> Data supplied
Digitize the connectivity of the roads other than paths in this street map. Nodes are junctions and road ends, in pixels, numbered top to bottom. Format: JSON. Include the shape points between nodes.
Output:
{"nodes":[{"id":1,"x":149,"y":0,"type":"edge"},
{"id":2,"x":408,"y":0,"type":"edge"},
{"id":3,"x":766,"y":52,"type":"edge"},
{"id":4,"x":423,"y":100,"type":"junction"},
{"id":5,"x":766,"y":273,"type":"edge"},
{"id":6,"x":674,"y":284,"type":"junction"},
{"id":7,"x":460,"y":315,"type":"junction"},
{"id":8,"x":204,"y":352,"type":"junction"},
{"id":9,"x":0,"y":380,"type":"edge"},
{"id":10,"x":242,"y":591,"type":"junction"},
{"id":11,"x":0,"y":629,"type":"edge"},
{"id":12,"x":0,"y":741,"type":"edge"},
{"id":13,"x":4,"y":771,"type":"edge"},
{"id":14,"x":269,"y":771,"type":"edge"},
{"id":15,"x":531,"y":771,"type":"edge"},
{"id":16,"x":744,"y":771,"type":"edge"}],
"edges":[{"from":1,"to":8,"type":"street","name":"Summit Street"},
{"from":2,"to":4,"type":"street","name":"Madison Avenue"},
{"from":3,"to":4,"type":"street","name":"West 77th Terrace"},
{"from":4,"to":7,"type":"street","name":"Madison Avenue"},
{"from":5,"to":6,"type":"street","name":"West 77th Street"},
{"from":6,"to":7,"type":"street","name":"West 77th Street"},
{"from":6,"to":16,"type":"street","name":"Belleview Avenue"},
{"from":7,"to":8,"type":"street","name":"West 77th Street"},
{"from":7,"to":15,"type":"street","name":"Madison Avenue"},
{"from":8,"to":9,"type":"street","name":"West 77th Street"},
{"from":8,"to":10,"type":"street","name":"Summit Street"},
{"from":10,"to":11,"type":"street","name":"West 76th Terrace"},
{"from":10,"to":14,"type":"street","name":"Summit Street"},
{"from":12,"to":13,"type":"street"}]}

> Exercise prompt
Each line must be set down again exactly as above, with no line omitted.

> Answer to the exercise
Digitize the connectivity of the roads other than paths in this street map. Nodes are junctions and road ends, in pixels, numbered top to bottom. Format: JSON. Include the shape points between nodes.
Output:
{"nodes":[{"id":1,"x":149,"y":0,"type":"edge"},
{"id":2,"x":408,"y":0,"type":"edge"},
{"id":3,"x":766,"y":52,"type":"edge"},
{"id":4,"x":423,"y":100,"type":"junction"},
{"id":5,"x":766,"y":273,"type":"edge"},
{"id":6,"x":674,"y":284,"type":"junction"},
{"id":7,"x":460,"y":315,"type":"junction"},
{"id":8,"x":204,"y":352,"type":"junction"},
{"id":9,"x":0,"y":380,"type":"edge"},
{"id":10,"x":242,"y":591,"type":"junction"},
{"id":11,"x":0,"y":629,"type":"edge"},
{"id":12,"x":0,"y":741,"type":"edge"},
{"id":13,"x":4,"y":771,"type":"edge"},
{"id":14,"x":269,"y":771,"type":"edge"},
{"id":15,"x":531,"y":771,"type":"edge"},
{"id":16,"x":744,"y":771,"type":"edge"}],
"edges":[{"from":1,"to":8,"type":"street","name":"Summit Street"},
{"from":2,"to":4,"type":"street","name":"Madison Avenue"},
{"from":3,"to":4,"type":"street","name":"West 77th Terrace"},
{"from":4,"to":7,"type":"street","name":"Madison Avenue"},
{"from":5,"to":6,"type":"street","name":"West 77th Street"},
{"from":6,"to":7,"type":"street","name":"West 77th Street"},
{"from":6,"to":16,"type":"street","name":"Belleview Avenue"},
{"from":7,"to":8,"type":"street","name":"West 77th Street"},
{"from":7,"to":15,"type":"street","name":"Madison Avenue"},
{"from":8,"to":9,"type":"street","name":"West 77th Street"},
{"from":8,"to":10,"type":"street","name":"Summit Street"},
{"from":10,"to":11,"type":"street","name":"West 76th Terrace"},
{"from":10,"to":14,"type":"street","name":"Summit Street"},
{"from":12,"to":13,"type":"street"}]}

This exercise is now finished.